Make What Your Selling as Risk-Free as Possible
August 22, 2011 Leave a Comment
Consumers are risk averse. This means that when making a purchase decision, people prefer certainty over ambiguity. This is why people often order an entrée they have tried and like rather than take a chance on a new dish.

Figure 1
One of the reasons so many people love Amazon is that there are customer submitted reviews for nearly every product. Given the option of comparable printers in Figure 1, which would you choose?
Personally, I would choose Printer A and happily pay the $30 premium.
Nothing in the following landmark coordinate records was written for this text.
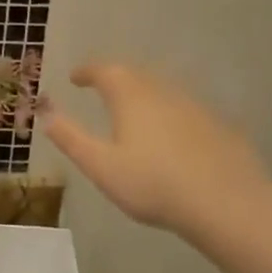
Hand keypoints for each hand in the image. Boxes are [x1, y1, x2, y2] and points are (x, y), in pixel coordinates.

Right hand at [45, 62, 269, 239]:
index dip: (88, 71)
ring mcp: (196, 107)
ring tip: (134, 112)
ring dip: (145, 95)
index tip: (75, 77)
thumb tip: (47, 116)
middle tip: (102, 89)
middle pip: (136, 76)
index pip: (105, 71)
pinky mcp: (219, 126)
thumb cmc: (152, 184)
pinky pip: (186, 112)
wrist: (224, 201)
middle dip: (116, 79)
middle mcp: (164, 92)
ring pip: (164, 92)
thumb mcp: (100, 166)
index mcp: (131, 97)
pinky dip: (171, 116)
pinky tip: (172, 137)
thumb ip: (72, 139)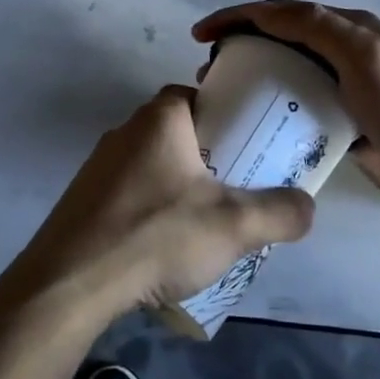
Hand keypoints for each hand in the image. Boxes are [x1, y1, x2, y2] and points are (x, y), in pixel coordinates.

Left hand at [5, 86, 314, 322]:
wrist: (71, 282)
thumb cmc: (156, 235)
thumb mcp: (233, 225)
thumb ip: (279, 213)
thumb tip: (308, 207)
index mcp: (159, 118)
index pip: (198, 95)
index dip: (226, 115)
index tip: (248, 145)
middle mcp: (125, 130)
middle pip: (178, 132)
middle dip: (208, 157)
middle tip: (236, 189)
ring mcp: (98, 165)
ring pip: (153, 164)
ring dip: (178, 186)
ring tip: (204, 223)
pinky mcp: (83, 199)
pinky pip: (129, 192)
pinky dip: (150, 209)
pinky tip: (162, 245)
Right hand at [193, 0, 379, 215]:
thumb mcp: (365, 56)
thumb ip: (320, 28)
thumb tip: (268, 11)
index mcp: (348, 28)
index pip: (283, 11)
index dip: (239, 16)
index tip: (202, 34)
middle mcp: (344, 52)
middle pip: (281, 39)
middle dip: (240, 45)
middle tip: (209, 70)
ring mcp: (345, 88)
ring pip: (288, 74)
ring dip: (253, 78)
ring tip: (223, 97)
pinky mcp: (345, 122)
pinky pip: (300, 108)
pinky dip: (274, 109)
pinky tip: (254, 125)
It’s not that Printer B is a bad printer, it just seems like much more of a gamble. The fact that Printer A has 156 reviews with an average of 4 stars lets me know that it is an all around good printer….it is the safe choice.
In my experience, consumers are driven by this idea of a ‘safe choice‘. They will often resist trying something new, because they don’t want to take a risk and end up regretting there decision. The strength of this resistance varies on factors such as price, switching cost, and product importance (i.e. new type of peanut butter vs. new computer OS)
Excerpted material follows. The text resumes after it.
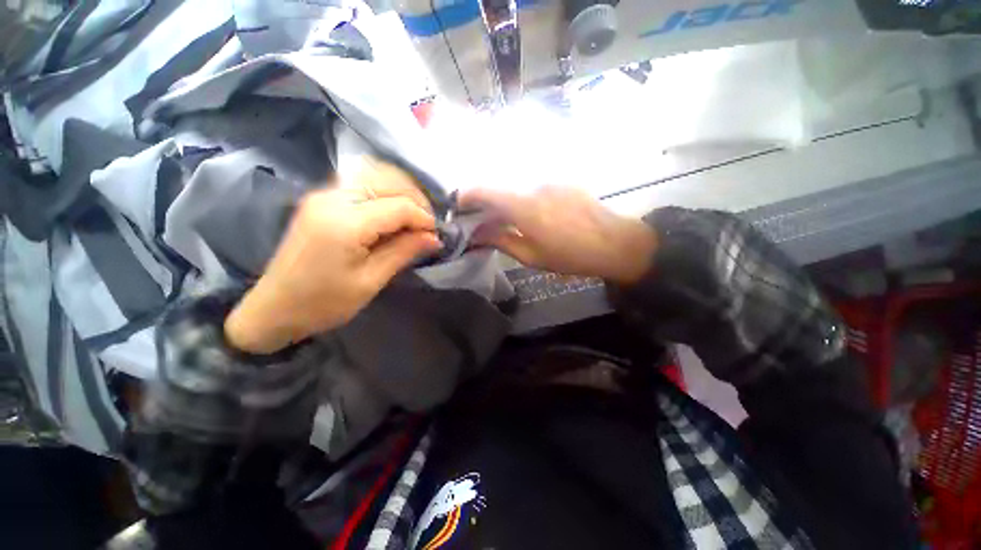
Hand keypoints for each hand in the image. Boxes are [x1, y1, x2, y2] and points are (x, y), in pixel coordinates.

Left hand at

Recognizing that consumers long for the ‘safe choice’, brand and business owners should make their products as risk-free as possible. One way to do this is with a great return policy.
As Roger Dooley noted in his blog Neuromarketing, consumers actually put a specific value on a store’s return policy, or more accurately, the option of returning an item. He writes:
A study by researchers at Northwestern and MIT found that consumers treated a return policy as equivalent to a price difference in the product. Not unsurprisingly, that value varied depending on how “risky” the purchase was. The paper goes through a whole lot of math to arrive at what the authors call an “option value” – more or less, how much more the consumer will pay for a strong return policy. They arrived at these values:
- Men’s Top – $3.19
- Women’s Top – $5.00
- Women’s Shoes – $15.81
Takeaway
- Return Policy
- Warranty
- Free Samples
- Product Demonstration
- Customer Reviews
Make it easy for customers to give your product a try—make it the safe choice.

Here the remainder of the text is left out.